There is a more complicated version of this generating function argument due to Tutte that allows us to enumerate $\mathcal{M}_n$. It is convenient to work with a second variable in the generating function that encodes the degree of the root face. The resulting equation of generating functions is less well-known but using the Lagrange inversion formula gives the explicit expression

$|\mathcal{M}_n|=\frac{2}{n+2}\cdot \frac{3^n}{n+1}\binom{2n}{n}.$

Although there are extra terms, this motivates seeking a bijection between maps, and some version of rooted plane trees, perhaps decorated with some extra information. As in many cases, this will turn out to be possible. The bijection we end up with will not just help us enumerate the maps, but will also allow us to control a lot more information about distances in the map, which will be particularly useful when we try to take limits.

The first observation is that given a map, we can construct a dual map, by placing fresh vertices somewhere in the middle of each face, and joining a pair of these if the corresponding faces in the original graph share an edge.

Alternatively, we can place the same fresh vertices in the middle of each face, then join each new vertex to an original vertex, if that original vertex lies on the face corresponding to the new vertex. If you focus in on an original edge, it is clear that it is now surrounded by a ‘diamond’ (if you’ve drawn the diagram in a natural way) of new edges. Removing the original edges thus leaves us with a quadrangulation. This procedure is called the ‘trivial bijection’ between $\mathcal{M}_n$ and $\mathcal{Q}_n$, the family of rooted quadrangulations with n faces. Note that the root in such a quadrangulation is an identified directed edge, rather than a vertex. We haven’t yet specified how to describe the root of the resulting quadrangulation. It suffices to take the first new edge which lies clockwise of the root edge in the original graph, seen from the ‘tail’ of the root, which is of course oriented.
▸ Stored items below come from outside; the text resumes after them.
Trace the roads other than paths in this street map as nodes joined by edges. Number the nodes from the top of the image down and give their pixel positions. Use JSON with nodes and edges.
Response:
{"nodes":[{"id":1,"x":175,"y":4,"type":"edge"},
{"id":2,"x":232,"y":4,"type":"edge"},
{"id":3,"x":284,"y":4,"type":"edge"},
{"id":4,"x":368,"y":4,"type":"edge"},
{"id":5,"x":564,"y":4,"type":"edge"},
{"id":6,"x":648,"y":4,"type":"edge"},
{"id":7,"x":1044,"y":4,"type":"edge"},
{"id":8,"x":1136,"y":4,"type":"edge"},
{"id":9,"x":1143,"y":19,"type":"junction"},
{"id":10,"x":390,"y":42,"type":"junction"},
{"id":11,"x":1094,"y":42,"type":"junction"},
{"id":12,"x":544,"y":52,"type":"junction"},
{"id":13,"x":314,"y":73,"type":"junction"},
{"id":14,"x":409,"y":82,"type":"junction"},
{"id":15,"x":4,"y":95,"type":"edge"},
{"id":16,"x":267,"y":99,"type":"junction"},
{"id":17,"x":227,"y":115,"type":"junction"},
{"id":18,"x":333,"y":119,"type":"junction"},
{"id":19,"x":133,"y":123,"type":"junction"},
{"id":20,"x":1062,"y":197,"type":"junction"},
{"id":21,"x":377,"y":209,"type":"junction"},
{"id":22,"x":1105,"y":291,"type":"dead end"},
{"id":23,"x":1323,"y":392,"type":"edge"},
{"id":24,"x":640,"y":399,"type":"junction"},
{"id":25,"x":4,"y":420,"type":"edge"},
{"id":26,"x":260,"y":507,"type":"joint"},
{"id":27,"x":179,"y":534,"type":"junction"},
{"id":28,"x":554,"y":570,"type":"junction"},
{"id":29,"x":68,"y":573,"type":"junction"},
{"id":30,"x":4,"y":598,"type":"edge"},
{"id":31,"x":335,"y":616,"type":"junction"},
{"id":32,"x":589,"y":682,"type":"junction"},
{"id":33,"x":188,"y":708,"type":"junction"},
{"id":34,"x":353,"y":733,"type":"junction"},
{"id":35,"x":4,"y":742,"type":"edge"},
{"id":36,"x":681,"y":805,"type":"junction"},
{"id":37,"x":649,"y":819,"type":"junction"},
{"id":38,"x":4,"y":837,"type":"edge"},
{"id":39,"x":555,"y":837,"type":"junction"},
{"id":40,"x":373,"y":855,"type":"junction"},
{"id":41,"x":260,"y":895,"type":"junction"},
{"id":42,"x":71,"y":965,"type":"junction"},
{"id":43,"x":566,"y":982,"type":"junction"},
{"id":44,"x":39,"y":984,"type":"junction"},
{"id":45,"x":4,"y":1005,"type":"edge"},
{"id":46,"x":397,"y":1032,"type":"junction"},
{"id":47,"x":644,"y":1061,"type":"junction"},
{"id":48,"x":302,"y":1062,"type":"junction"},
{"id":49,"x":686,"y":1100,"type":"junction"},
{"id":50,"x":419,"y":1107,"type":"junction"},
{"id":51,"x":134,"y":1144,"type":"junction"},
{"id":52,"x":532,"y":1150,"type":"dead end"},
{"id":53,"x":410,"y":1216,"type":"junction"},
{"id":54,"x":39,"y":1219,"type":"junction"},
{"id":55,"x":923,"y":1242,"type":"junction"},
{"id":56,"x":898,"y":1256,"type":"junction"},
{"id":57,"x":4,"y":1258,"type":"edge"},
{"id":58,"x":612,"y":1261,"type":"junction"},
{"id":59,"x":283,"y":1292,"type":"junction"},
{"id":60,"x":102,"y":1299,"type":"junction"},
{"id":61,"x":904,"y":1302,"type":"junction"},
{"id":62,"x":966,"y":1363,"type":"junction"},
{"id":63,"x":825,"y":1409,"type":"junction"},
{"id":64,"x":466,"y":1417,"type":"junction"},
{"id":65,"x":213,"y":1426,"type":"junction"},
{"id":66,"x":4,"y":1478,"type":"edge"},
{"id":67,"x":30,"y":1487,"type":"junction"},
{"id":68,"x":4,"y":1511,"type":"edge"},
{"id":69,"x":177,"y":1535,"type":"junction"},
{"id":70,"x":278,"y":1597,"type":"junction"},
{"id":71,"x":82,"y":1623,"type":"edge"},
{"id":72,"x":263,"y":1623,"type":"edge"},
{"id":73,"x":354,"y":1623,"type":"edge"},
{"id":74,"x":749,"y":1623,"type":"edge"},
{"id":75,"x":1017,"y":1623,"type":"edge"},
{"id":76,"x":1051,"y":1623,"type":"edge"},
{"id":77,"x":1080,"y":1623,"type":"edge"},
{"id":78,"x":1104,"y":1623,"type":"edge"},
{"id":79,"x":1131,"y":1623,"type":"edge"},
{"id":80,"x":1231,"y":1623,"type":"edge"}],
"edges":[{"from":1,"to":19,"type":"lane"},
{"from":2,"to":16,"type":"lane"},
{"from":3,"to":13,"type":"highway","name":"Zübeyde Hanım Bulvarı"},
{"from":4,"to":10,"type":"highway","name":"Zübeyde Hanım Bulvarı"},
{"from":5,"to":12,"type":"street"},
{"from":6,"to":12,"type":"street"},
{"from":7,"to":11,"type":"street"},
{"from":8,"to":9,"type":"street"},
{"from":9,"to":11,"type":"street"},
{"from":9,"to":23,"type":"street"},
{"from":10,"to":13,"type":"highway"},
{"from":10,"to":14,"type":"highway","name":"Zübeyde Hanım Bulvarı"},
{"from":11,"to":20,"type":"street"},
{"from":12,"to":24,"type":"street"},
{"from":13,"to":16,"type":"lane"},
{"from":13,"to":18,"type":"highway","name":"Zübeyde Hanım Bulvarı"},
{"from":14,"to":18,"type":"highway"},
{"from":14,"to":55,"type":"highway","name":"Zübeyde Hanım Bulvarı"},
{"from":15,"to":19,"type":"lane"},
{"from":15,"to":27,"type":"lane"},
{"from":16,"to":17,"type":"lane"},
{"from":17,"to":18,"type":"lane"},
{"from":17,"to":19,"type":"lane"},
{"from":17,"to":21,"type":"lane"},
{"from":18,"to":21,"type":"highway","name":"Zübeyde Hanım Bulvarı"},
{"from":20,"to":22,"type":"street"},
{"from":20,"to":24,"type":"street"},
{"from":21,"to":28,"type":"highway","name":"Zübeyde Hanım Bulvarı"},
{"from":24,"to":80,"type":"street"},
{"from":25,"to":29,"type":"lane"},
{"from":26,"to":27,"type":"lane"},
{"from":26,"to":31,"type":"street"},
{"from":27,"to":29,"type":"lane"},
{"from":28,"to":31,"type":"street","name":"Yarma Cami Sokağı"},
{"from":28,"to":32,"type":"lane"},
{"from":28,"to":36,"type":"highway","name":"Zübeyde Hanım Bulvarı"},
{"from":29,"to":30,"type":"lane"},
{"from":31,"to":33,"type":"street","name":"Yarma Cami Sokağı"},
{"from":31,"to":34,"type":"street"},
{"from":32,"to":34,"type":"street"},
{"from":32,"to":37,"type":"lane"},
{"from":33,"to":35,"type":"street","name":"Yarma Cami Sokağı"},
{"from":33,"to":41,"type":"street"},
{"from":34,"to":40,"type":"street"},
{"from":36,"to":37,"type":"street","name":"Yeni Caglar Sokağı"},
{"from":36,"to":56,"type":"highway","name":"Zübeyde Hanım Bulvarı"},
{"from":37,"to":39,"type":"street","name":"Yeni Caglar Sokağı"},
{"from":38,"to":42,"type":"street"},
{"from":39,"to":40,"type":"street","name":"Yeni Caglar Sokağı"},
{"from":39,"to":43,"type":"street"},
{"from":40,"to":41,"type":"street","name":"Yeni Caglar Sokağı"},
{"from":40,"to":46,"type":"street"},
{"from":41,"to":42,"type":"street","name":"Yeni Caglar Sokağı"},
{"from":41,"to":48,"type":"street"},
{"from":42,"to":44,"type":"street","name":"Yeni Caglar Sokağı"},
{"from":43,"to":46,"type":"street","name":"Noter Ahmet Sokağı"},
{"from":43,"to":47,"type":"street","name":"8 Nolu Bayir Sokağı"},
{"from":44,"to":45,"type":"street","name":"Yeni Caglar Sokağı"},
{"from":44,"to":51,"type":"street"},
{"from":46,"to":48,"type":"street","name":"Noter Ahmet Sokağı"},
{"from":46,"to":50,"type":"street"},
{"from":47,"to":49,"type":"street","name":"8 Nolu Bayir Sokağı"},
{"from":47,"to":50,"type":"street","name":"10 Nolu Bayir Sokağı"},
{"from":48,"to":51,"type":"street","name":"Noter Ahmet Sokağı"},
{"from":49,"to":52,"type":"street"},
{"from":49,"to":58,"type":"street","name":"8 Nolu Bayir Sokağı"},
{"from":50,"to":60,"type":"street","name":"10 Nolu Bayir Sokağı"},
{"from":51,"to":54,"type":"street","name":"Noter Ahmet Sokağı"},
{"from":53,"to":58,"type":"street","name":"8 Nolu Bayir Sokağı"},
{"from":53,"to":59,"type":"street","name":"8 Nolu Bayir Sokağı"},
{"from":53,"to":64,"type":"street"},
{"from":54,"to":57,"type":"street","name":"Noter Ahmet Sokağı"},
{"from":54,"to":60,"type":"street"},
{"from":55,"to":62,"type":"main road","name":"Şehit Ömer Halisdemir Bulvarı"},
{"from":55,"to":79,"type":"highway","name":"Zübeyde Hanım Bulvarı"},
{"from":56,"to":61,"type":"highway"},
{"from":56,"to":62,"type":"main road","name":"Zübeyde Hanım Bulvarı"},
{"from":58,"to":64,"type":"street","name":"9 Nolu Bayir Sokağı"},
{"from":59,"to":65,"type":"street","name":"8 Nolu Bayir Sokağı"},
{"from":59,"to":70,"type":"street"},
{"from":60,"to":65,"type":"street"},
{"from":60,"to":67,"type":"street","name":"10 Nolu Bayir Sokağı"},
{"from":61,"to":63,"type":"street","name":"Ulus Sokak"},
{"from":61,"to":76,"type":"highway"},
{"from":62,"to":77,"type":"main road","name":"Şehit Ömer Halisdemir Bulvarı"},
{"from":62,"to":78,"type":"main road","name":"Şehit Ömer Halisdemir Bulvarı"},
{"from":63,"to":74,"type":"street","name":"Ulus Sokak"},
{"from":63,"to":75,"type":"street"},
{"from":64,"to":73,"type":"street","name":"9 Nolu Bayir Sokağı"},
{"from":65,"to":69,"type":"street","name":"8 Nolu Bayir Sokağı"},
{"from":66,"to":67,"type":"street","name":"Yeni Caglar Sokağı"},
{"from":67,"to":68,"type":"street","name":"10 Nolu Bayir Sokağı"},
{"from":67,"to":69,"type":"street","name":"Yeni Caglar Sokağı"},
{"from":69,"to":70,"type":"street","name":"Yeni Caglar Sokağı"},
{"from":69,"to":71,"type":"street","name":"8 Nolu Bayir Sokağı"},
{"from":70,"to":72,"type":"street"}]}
In this, and the bijections which follow, the natural questions to ask are: a) is the inverse obvious? and b) what happens to self-loops and isthmuses? Here, the inverse really is obvious. Any quadrangulation is bipartite, hence two-colourable, so we need to fix one colour and join the two vertices of that colour within each face to recover the original graph. The root tells us which colour we need to take. As for the second question, first we should say that an isthmus is an edge which has the same face on both sides. This causes no problems in this particular bijection. For the self-loops, we get a sort of Pacman-like quadrangle, with two ‘outer-edges’ between the same two vertices, and an edge between one of the outer vertices and some internal vertex. This edge contributes twice to the degree of the face.

The upshot of this is that for a simple enumeration, it suffices to prove that $|\mathcal{Q}_n|=\frac{2}{n+2}\cdot \frac{3^n}{n+1}\binom{2n}{n}$. This may not look like we have achieved much, but we can now apply Euler’s formula to any quadrangulation in this set to deduce that the number of vertices present is n+2. If we consider the set $\mathcal{Q}_n^*$, where now we identify a particular vertex $v_*$ in the quadrangulation, it suffices to prove that $|\mathcal{Q}_n^*|=2.3^n \cdot a_n$, where $a_n$ is the nth Catalan number as before. Now we have the most efficient setup to look for a bijection with some type of decorated plane tree as discussed before.